Students use visual learning software to explore ideas and demonstrate their understanding through a combination of pictures and words. Inspiration® is a popular online graphics tool to help students visualize, think, organize, and learn (Silverman, 2005). It was developed for older students (grades 6–12), and a simpler version, Kidspiration®, was designed for children in kindergarten through fifth grade. Students use these software programs to practice strategies and skills they’re learning in reading and across the curriculum. In word-identification activities, for example, they make maps and diagrams of words representing a phonogram, words with prefixes and suffixes, words sharing a root word, or etymological information about words (Gill, 2007).
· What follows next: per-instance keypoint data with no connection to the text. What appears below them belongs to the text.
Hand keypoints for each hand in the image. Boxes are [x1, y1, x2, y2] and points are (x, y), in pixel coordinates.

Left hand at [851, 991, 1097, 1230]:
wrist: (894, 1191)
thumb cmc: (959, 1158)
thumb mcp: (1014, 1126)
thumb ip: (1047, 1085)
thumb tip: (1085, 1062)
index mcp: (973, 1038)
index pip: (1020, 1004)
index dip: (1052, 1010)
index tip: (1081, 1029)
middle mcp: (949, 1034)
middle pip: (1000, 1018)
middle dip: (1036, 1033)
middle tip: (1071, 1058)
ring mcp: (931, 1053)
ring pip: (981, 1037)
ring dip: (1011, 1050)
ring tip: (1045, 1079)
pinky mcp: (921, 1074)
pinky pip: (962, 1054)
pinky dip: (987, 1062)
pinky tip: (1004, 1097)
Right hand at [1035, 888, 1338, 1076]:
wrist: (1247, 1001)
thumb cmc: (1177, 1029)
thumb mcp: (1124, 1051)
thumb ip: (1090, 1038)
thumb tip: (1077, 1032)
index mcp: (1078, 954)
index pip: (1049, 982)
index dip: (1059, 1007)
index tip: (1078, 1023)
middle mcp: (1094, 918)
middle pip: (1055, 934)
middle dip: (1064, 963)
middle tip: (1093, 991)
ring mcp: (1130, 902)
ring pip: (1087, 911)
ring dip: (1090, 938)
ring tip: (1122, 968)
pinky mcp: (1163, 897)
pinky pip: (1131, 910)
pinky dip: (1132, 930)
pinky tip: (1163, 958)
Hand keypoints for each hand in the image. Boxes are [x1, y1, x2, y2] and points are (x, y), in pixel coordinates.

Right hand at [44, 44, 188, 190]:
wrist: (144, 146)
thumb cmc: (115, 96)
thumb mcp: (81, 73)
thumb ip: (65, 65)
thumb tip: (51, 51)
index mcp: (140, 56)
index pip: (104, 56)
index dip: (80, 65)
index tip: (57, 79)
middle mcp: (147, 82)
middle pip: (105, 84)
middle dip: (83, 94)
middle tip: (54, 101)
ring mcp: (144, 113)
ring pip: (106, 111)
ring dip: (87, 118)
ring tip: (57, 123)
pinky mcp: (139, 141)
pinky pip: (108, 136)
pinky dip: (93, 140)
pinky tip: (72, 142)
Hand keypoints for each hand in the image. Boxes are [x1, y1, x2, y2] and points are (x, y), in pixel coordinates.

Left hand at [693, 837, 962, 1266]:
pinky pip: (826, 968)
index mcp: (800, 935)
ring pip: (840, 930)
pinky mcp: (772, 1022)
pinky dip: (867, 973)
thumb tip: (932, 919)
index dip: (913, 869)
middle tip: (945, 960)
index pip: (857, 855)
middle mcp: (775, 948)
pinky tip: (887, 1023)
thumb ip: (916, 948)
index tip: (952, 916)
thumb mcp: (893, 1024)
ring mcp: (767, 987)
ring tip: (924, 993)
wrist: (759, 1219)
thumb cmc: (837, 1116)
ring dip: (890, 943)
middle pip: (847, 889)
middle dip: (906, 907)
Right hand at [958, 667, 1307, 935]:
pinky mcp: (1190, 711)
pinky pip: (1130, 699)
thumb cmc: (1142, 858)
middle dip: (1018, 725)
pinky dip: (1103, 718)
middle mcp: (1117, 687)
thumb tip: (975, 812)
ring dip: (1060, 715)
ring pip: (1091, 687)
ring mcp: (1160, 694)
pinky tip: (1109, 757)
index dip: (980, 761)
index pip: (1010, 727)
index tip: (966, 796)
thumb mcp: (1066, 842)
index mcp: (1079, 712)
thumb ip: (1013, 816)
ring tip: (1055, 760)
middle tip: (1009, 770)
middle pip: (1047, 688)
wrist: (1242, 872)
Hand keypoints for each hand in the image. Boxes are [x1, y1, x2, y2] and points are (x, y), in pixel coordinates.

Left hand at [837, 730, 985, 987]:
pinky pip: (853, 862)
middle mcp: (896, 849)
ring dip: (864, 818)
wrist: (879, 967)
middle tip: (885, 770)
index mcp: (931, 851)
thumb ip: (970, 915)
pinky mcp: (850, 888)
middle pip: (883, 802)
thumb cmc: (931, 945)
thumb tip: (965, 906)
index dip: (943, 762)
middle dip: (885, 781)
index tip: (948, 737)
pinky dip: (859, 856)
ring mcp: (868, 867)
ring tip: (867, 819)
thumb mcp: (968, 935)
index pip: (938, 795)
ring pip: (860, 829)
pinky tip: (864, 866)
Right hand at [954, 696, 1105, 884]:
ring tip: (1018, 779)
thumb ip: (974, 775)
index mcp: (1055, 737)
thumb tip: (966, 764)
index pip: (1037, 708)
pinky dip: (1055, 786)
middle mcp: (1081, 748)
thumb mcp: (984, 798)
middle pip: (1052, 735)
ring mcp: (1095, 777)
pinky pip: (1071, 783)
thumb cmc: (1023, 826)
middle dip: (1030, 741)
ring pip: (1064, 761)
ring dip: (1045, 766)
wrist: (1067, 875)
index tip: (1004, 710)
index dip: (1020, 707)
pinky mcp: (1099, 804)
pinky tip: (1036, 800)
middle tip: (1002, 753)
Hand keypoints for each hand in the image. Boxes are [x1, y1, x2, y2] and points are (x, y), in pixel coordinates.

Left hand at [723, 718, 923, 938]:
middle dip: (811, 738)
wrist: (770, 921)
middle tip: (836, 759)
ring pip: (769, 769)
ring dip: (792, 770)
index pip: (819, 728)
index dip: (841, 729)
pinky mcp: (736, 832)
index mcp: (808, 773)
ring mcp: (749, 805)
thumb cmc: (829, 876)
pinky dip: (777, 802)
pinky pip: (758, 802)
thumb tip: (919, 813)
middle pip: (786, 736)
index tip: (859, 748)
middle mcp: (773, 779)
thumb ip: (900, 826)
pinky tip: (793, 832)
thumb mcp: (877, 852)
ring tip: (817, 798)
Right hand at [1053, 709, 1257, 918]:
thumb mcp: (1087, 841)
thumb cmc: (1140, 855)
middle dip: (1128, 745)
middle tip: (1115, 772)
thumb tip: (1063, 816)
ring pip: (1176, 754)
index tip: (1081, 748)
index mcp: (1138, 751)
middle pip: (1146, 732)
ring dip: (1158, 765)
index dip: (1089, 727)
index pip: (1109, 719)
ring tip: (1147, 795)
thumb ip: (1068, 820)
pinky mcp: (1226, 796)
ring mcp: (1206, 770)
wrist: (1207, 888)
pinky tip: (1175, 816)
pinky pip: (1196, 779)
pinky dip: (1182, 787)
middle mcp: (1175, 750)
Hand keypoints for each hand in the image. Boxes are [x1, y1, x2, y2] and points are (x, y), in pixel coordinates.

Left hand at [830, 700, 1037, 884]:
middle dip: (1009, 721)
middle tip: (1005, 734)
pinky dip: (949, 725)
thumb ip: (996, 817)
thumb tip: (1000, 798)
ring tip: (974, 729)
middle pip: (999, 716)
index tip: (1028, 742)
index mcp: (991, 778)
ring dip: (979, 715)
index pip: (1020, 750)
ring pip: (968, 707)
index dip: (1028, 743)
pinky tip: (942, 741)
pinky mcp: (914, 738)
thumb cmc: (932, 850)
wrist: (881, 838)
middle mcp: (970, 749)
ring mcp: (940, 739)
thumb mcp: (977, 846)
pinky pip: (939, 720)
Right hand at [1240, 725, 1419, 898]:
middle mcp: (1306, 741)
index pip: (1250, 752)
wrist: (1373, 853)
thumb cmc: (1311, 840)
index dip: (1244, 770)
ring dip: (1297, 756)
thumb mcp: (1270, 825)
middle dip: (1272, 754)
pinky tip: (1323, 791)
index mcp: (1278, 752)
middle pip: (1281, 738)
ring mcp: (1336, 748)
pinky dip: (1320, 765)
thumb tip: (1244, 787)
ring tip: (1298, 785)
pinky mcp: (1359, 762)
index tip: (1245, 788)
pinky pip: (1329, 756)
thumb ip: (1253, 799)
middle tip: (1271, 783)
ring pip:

This software is especially useful for English learners: By visually representing information and adding links to show relationships, ELs convey their understanding more clearly than they could orally or in writing.

Kidspiration is an easy program for children to navigate. To begin, they choose the picture view on the starter screen and click on icons arranged on a tool bar to create graphic organizers, write words, search for appropriate images from the more than 3,000 pictures in the Symbol Library or create their own pictures, and add links to highlight relationships. There’s a SuperGrouper tool that children use to categorize words, a word guide with a 13,000-word combined dictionary and thesaurus, and an audio feature that allows children to describe and document their work. In the writing view, their graphic organizers are transformed into skeleton compositions, and children expand the words into sentences and paragraphs. Afterward, they can export the texts into multimodal projects or print them.

Inspiration is similar to Kidspiration. Students create dia-grams using the Inspiration software that can be transformed into outlines and used for writing and Web-based projects. They use tool bars to navigate the program, choose images from the Symbol Library that’s loaded with more than one million pictures or design their own, consult a word guide with a combined dictionary and thesaurus, and monitor their spelling with a spell checker. Students integrate video and sound clips, record their own audio, use a hyperlink tool to connect to research documents and websites, and export Inspiration documents to word processing, PowerPoint, or other programs.